• PAR LA FENÊTRE… LES VOYAGES

    – Le jour s’était levé d’une humeur exécrable, ou plus sûrement du mauvais côté du ciel. Il ne m’encourageait pas à me projeter hors du lit rapidement, et j’imaginais qu’il devait bien avoir quelques couleurs de rechanges pour illustrer et habiller ce firmament monotone. Je me disais que rien n’est plus déprimant que de rentrer dans une matinée qui semble venir à reculons. Je quémandais, sans espoir d’avoir été entendu par le responsable, un rayon de soleil, pour laisser croire à mes vieux os, que l’on avait du respect pour eux.

    L’an ne cachait plus que lui aussi avait pris de l’âge, et il regardait non sans une certaine hantise se profiler les mois annonçant son déclin. Me tirant de mes pensées vagabondes, la cafetière me rappela à l’ordre. Je m’étais promis de terminer le roman dont les pages s’impatientaient de la venue de la plume. Elles aimaient la sentir gratter sur les lignes et se plaisaient à imaginer ce que ressentait l’auteur, lorsque son âme sœur passait sa main sur sa peau. Le breuvage matinal, censé me donner l’élan nécessaire pour affronter la journée, emplissait l’espace de son parfum, dans lequel il était facile de reconnaître l’un de ces pays du sud, qui lui, n’a pas à se soucier des rigueurs hivernales. Je posais la tasse près de mon écritoire, comme si je cherchais à imprégner les feuilles qui me tendaient leurs traits, des fragrances dont mon esprit s’était déjà enivré. C’est alors que mon regard se porta vers la fenêtre. Pour moi, qui faisais le plus souvent de merveilleux voyages immobiles, elle en était l’ouverture sur le monde, une sorte de permis de flâner. À travers les vitres parfois embuées, mes pensées s’évadaient, tandis que, quand il était d’humeur joyeuse, le soleil illuminait les mots qui en profitaient pour courir sur les lignes.

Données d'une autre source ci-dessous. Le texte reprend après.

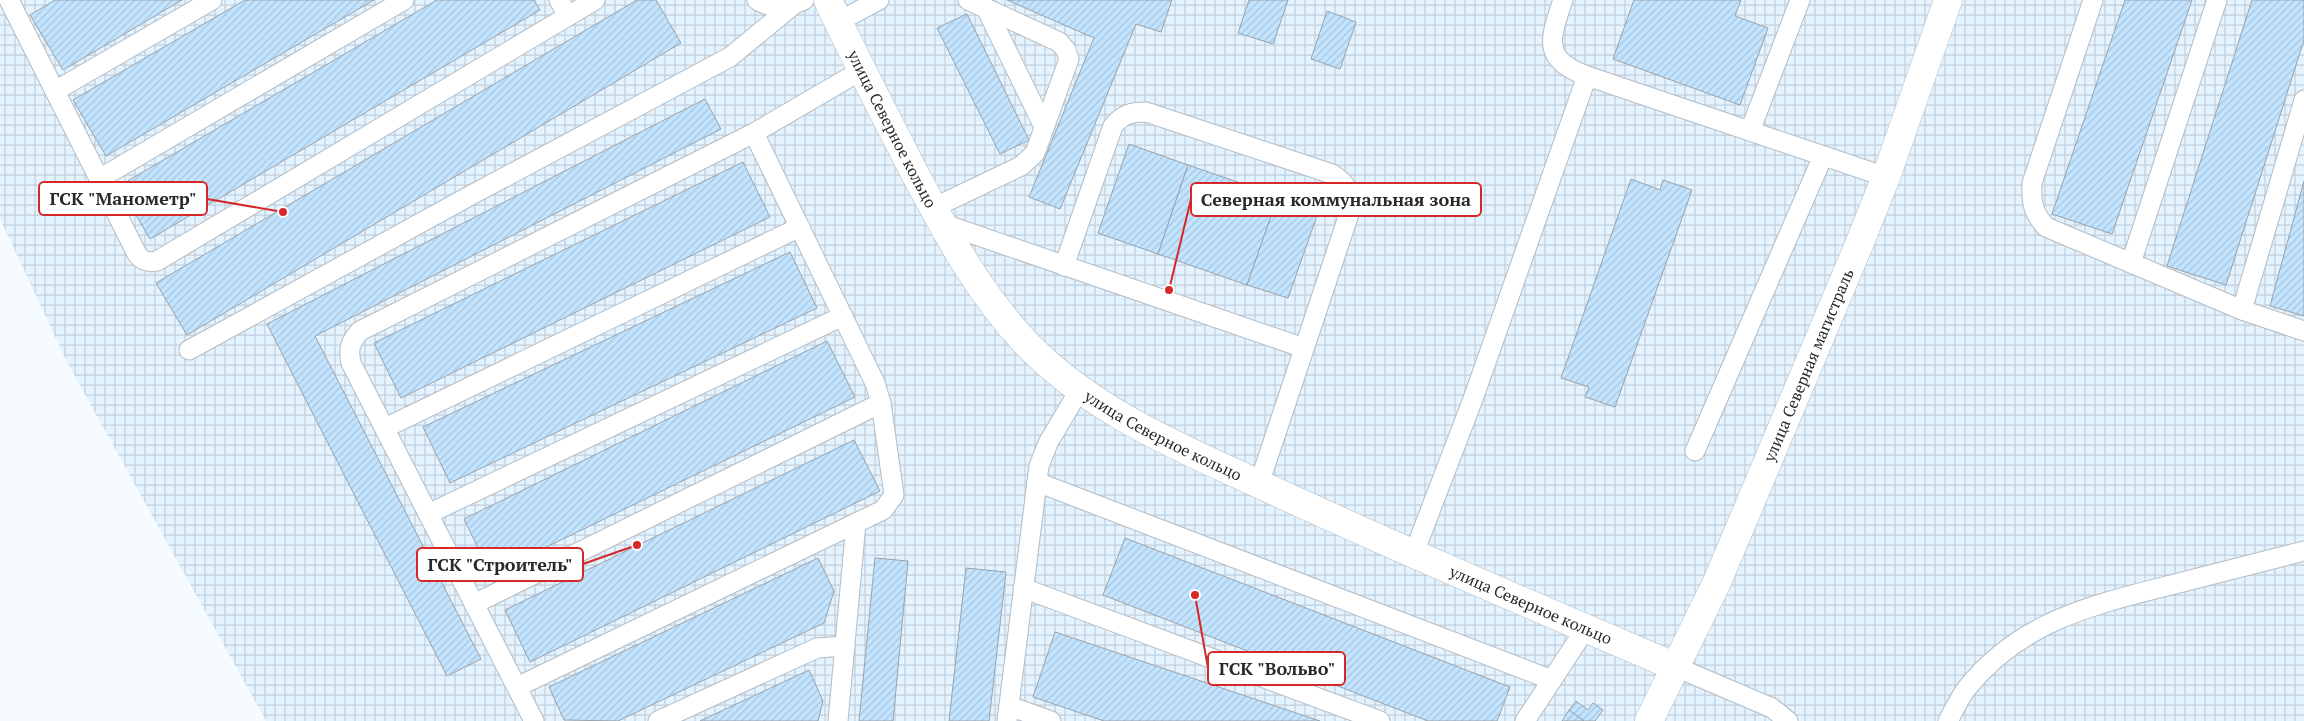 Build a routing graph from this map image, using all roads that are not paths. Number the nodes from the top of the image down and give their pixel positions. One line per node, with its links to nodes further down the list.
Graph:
1 (212, 0): 19 (lane)
2 (404, 0): 26 (lane)
3 (595, 0): 14 (lane)
4 (757, 0): 13 (lane)
5 (879, 0): 16 (lane)
6 (968, 0): 15 (lane)
7 (1564, 0): 18 (lane)
8 (1800, 0): 22 (lane)
9 (1948, 0): 25 (street, улица Северная магистраль)
10 (2093, 0): 29 (lane)
11 (2217, 0): 29 (lane)
12 (15, 2): 19 (lane)
13 (798, 3): 35 (lane)
14 (564, 8): 26 (lane)
15 (986, 8): 21 (lane); 21 (lane)
16 (833, 11): 17 (street, улица Северное кольцо)
17 (862, 70): 23 (lane); 27 (street, улица Северное кольцо)
18 (1587, 76): 22 (lane); 45 (lane)
19 (55, 91): 26 (lane)
20 (2304, 100): 31 (lane)
21 (1044, 127): 27 (lane)
22 (1750, 131): 24 (lane)
23 (754, 134): 28 (lane); 38 (lane)
24 (1823, 156): 25 (lane); 39 (lane)
25 (1886, 178): 50 (street, улица Северная магистраль)
26 (99, 179)
27 (937, 215): 30 (lane); 36 (street, улица Северное кольцо)
28 (800, 227): 32 (lane); 38 (lane)
29 (2131, 263): 31 (lane)
30 (1064, 266): 34 (lane); 34 (lane)
31 (2242, 310): 33 (lane)
32 (843, 316): 37 (lane); 42 (lane)
33 (2304, 330)
34 (1304, 348): 41 (lane)
35 (189, 350)
36 (1080, 389): 40 (lane); 41 (street, улица Северное кольцо)
37 (881, 403): 43 (lane); 47 (lane)
38 (385, 428): 42 (lane)
39 (1695, 451)
40 (1037, 482): 46 (lane); 51 (lane)
41 (1259, 484): 45 (street, улица Северное кольцо)
42 (428, 514): 47 (lane)
43 (856, 523): 49 (lane); 52 (lane)
44 (2304, 551): 62 (lane)
45 (1414, 553): 48 (street, улица Северное кольцо)
46 (1024, 588): 53 (lane); 58 (lane)
47 (474, 604): 52 (lane)
48 (1586, 628): 50 (street, улица Северное кольцо); 51 (lane)
49 (845, 646): 55 (lane); 56 (lane)
50 (1676, 667): 60 (street, улица Северная магистраль); 61 (lane)
51 (1552, 680): 59 (lane)
52 (517, 687): 54 (lane)
53 (1008, 714): 57 (lane)
54 (534, 721)
55 (658, 721)
56 (838, 721)
57 (1051, 721)
58 (1380, 721)
59 (1525, 721)
60 (1649, 721)
61 (1788, 721)
62 (1948, 721)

Après un dernier regard vers l’extérieur, je pris place sur la chaise sans âge. Je l’ai toujours connu à cet endroit, à croire que mon père avant moi et le sien avant lui l’avait fixée une fois pour toutes à cet emplacement. C’est alors qu’avec un certain plaisir, je les découvris, tour à tour, assis à cette même place, l’esprit perdu vers la campagne, à musarder derrière quelques idées s’enfuyant parmi les fleurs de la prairie.

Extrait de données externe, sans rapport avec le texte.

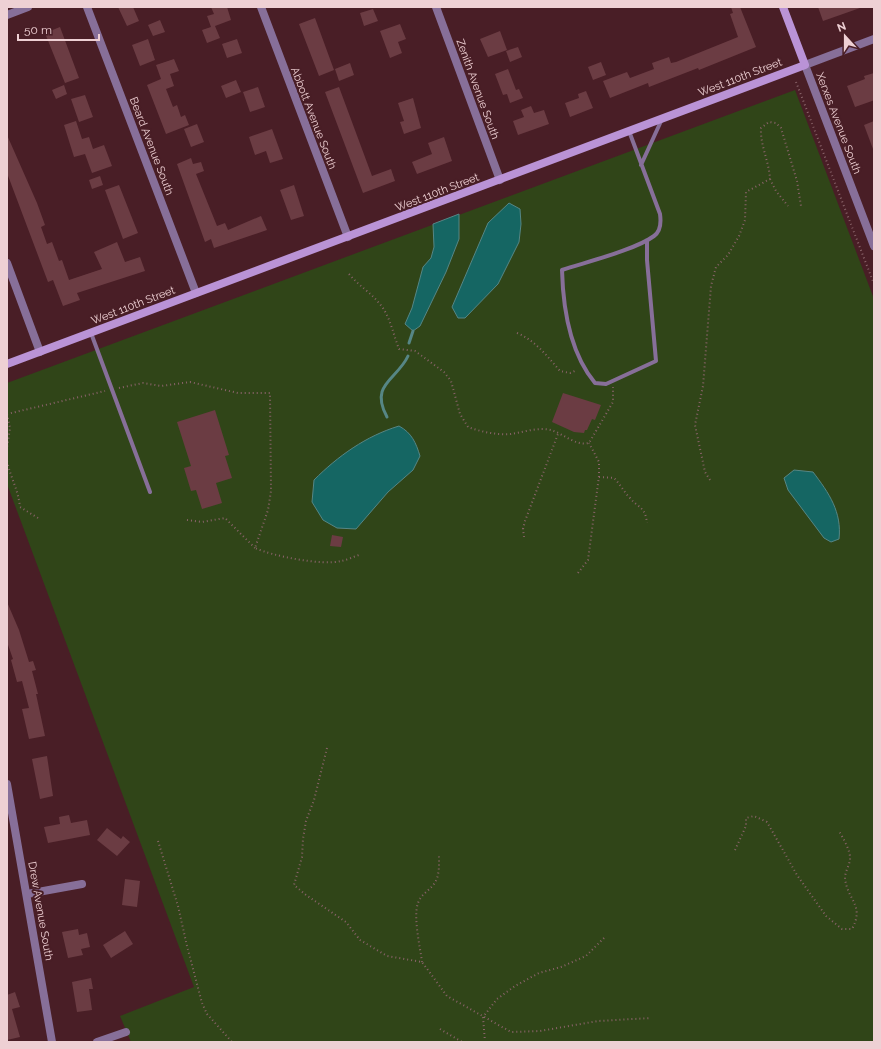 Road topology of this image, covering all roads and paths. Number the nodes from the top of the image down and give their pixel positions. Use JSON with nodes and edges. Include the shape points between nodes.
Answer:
{"nodes":[{"id":1,"x":28,"y":7,"type":"edge"},
{"id":2,"x":87,"y":7,"type":"edge"},
{"id":3,"x":261,"y":7,"type":"edge"},
{"id":4,"x":436,"y":7,"type":"edge"},
{"id":5,"x":783,"y":7,"type":"edge"},
{"id":6,"x":7,"y":15,"type":"edge"},
{"id":7,"x":874,"y":39,"type":"edge"},
{"id":8,"x":805,"y":65,"type":"junction"},
{"id":9,"x":796,"y":82,"type":"dead end"},
{"id":10,"x":662,"y":118,"type":"junction"},
{"id":11,"x":629,"y":131,"type":"junction"},
{"id":12,"x":641,"y":164,"type":"junction"},
{"id":13,"x":770,"y":179,"type":"junction"},
{"id":14,"x":500,"y":180,"type":"junction"},
{"id":15,"x":788,"y":206,"type":"dead end"},
{"id":16,"x":801,"y":206,"type":"dead end"},
{"id":17,"x":348,"y":237,"type":"junction"},
{"id":18,"x":647,"y":240,"type":"junction"},
{"id":19,"x":874,"y":246,"type":"edge"},
{"id":20,"x":7,"y":264,"type":"edge"},
{"id":21,"x":350,"y":274,"type":"dead end"},
{"id":22,"x":874,"y":284,"type":"edge"},
{"id":23,"x":196,"y":293,"type":"junction"},
{"id":24,"x":91,"y":333,"type":"junction"},
{"id":25,"x":517,"y":333,"type":"dead end"},
{"id":26,"x":40,"y":352,"type":"junction"},
{"id":27,"x":7,"y":364,"type":"edge"},
{"id":28,"x":585,"y":368,"type":"junction"},
{"id":29,"x":611,"y":382,"type":"junction"},
{"id":30,"x":112,"y":390,"type":"junction"},
{"id":31,"x":7,"y":414,"type":"edge"},
{"id":32,"x":558,"y":434,"type":"junction"},
{"id":33,"x":589,"y":443,"type":"junction"},
{"id":34,"x":7,"y":448,"type":"edge"},
{"id":35,"x":7,"y":461,"type":"edge"},
{"id":36,"x":599,"y":476,"type":"junction"},
{"id":37,"x":710,"y":480,"type":"dead end"},
{"id":38,"x":150,"y":492,"type":"dead end"},
{"id":39,"x":38,"y":518,"type":"dead end"},
{"id":40,"x":187,"y":520,"type":"dead end"},
{"id":41,"x":647,"y":523,"type":"dead end"},
{"id":42,"x":524,"y":537,"type":"dead end"},
{"id":43,"x":255,"y":548,"type":"junction"},
{"id":44,"x":359,"y":555,"type":"dead end"},
{"id":45,"x":578,"y":573,"type":"dead end"},
{"id":46,"x":327,"y":748,"type":"dead end"},
{"id":47,"x":7,"y":784,"type":"edge"},
{"id":48,"x":839,"y":830,"type":"dead end"},
{"id":49,"x":158,"y":841,"type":"dead end"},
{"id":50,"x":735,"y":850,"type":"dead end"},
{"id":51,"x":440,"y":854,"type":"dead end"},
{"id":52,"x":82,"y":884,"type":"dead end"},
{"id":53,"x":27,"y":894,"type":"junction"},
{"id":54,"x":606,"y":936,"type":"dead end"},
{"id":55,"x":422,"y":962,"type":"junction"},
{"id":56,"x":483,"y":1017,"type":"junction"},
{"id":57,"x":651,"y":1018,"type":"dead end"},
{"id":58,"x":440,"y":1029,"type":"dead end"},
{"id":59,"x":126,"y":1032,"type":"dead end"},
{"id":60,"x":52,"y":1042,"type":"edge"},
{"id":61,"x":97,"y":1042,"type":"edge"},
{"id":62,"x":232,"y":1042,"type":"edge"},
{"id":63,"x":462,"y":1042,"type":"edge"},
{"id":64,"x":485,"y":1042,"type":"edge"}],
"edges":[{"from":1,"to":6,"type":"street"},
{"from":2,"to":23,"type":"street","name":"Beard Avenue South"},
{"from":3,"to":17,"type":"street","name":"Abbott Avenue South"},
{"from":4,"to":14,"type":"street","name":"Zenith Avenue South"},
{"from":5,"to":8,"type":"street","name":"Xerxes Avenue South"},
{"from":7,"to":8,"type":"street","name":"West 110th Street"},
{"from":8,"to":10,"type":"street","name":"West 110th Street"},
{"from":8,"to":19,"type":"street","name":"Xerxes Avenue South"},
{"from":9,"to":22,"type":"path"},
{"from":10,"to":11,"type":"street","name":"West 110th Street"},
{"from":10,"to":12,"type":"lane"},
{"from":11,"to":12,"type":"lane"},
{"from":11,"to":14,"type":"street","name":"West 110th Street"},
{"from":12,"to":18,"type":"lane","via":[[660,214],[661,224],[655,236]]},
{"from":13,"to":15,"type":"path"},
{"from":13,"to":16,"type":"path","via":[[761,139],[761,128],[769,122],[776,123],[781,128],[797,181]]},
{"from":13,"to":37,"type":"path","via":[[746,192],[745,220],[739,236],[728,255],[716,267],[710,286],[702,386],[695,425],[705,472]]},
{"from":14,"to":17,"type":"street","name":"West 110th Street"},
{"from":17,"to":23,"type":"street","name":"West 110th Street"},
{"from":18,"to":28,"type":"lane","via":[[562,270],[563,302],[573,339]]},
{"from":18,"to":29,"type":"lane","via":[[646,260],[656,361]]},
{"from":20,"to":26,"type":"street"},
{"from":21,"to":32,"type":"path","via":[[360,288],[379,303],[399,349],[415,351],[444,372],[451,381],[460,414],[468,427],[498,434],[538,429],[552,430]]},
{"from":23,"to":24,"type":"street","name":"West 110th Street"},
{"from":24,"to":26,"type":"street","name":"West 110th Street"},
{"from":24,"to":30,"type":"lane"},
{"from":25,"to":28,"type":"path","via":[[529,338],[560,371],[570,373]]},
{"from":26,"to":27,"type":"street","name":"West 110th Street"},
{"from":28,"to":29,"type":"lane","via":[[595,383]]},
{"from":29,"to":33,"type":"path","via":[[614,402]]},
{"from":30,"to":31,"type":"path"},
{"from":30,"to":38,"type":"lane"},
{"from":30,"to":43,"type":"path","via":[[143,383],[161,386],[190,382],[238,393],[270,393],[271,491],[268,510]]},
{"from":31,"to":34,"type":"path","via":[[10,428]]},
{"from":32,"to":33,"type":"path","via":[[583,444]]},
{"from":32,"to":42,"type":"path","via":[[525,521]]},
{"from":33,"to":36,"type":"path","via":[[599,462]]},
{"from":35,"to":39,"type":"path","via":[[19,493],[20,507]]},
{"from":36,"to":41,"type":"path","via":[[614,478],[630,499],[642,508]]},
{"from":36,"to":45,"type":"path","via":[[588,560]]},
{"from":40,"to":43,"type":"path","via":[[202,522],[225,518]]},
{"from":43,"to":44,"type":"path","via":[[288,558],[323,562],[340,562]]},
{"from":46,"to":55,"type":"path","via":[[306,821],[302,857],[294,885],[346,922],[360,940],[387,956]]},
{"from":47,"to":53,"type":"street","name":"Drew Avenue South"},
{"from":48,"to":50,"type":"path","via":[[850,859],[845,877],[858,918],[852,929],[842,929],[826,916],[797,875],[767,822],[754,816],[746,818],[746,826]]},
{"from":49,"to":62,"type":"path","via":[[178,906],[202,1003],[207,1014]]},
{"from":51,"to":55,"type":"path","via":[[439,872],[435,883],[420,897],[417,905]]},
{"from":52,"to":53,"type":"street"},
{"from":53,"to":60,"type":"street","name":"Drew Avenue South"},
{"from":54,"to":56,"type":"path","via":[[586,956],[539,973],[515,986],[497,999]]},
{"from":55,"to":56,"type":"path","via":[[447,996]]},
{"from":56,"to":57,"type":"path","via":[[511,1032],[540,1031],[598,1021]]},
{"from":56,"to":64,"type":"path"},
{"from":58,"to":63,"type":"path"},
{"from":59,"to":61,"type":"street"}]}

    Décidément, dis-je à haute voix, comme si j’attendais une réponse, il n’y a pas que dans la maison, où rien n’avait changé. Dehors, la nature, sans pour autant être figée, a modestement profité du temps pour s’embellir et prospérer. Je pensais alors qu’elle était la seule dans les environs à avoir vu les gens se succéder dans la demeure, dont certains, je le sus par hasard, avaient contribué à son enrichissement. À travers les massifs sagement alignés et ordonnés, on devinait le caractère calme de la main qui avait œuvré pour le choix des variétés, veillant à ce qu’elles éclosent tout le long de l’année, fournissant à la maîtresse de maison de quoi installer des couleurs dans l’intimité du logis. Bordant les champs, un second personnage avait laissé faire son imagination un peu débordante, dans laquelle la géométrie n’avait jamais été admise. Des buissons croissaient parmi des tapis de fleurs et d’autres végétaux rampants. Cependant, cet agencement avait un charme et rompait avec la monotonie des lignes du jardin à la française. Je me surpris à réaliser que de toute la famille, je suis celui qui n’aura rien modifié à ce décor. Je me serai contenté de faire confiance au professionnel, qui en ce domaine a plus de talent que moi.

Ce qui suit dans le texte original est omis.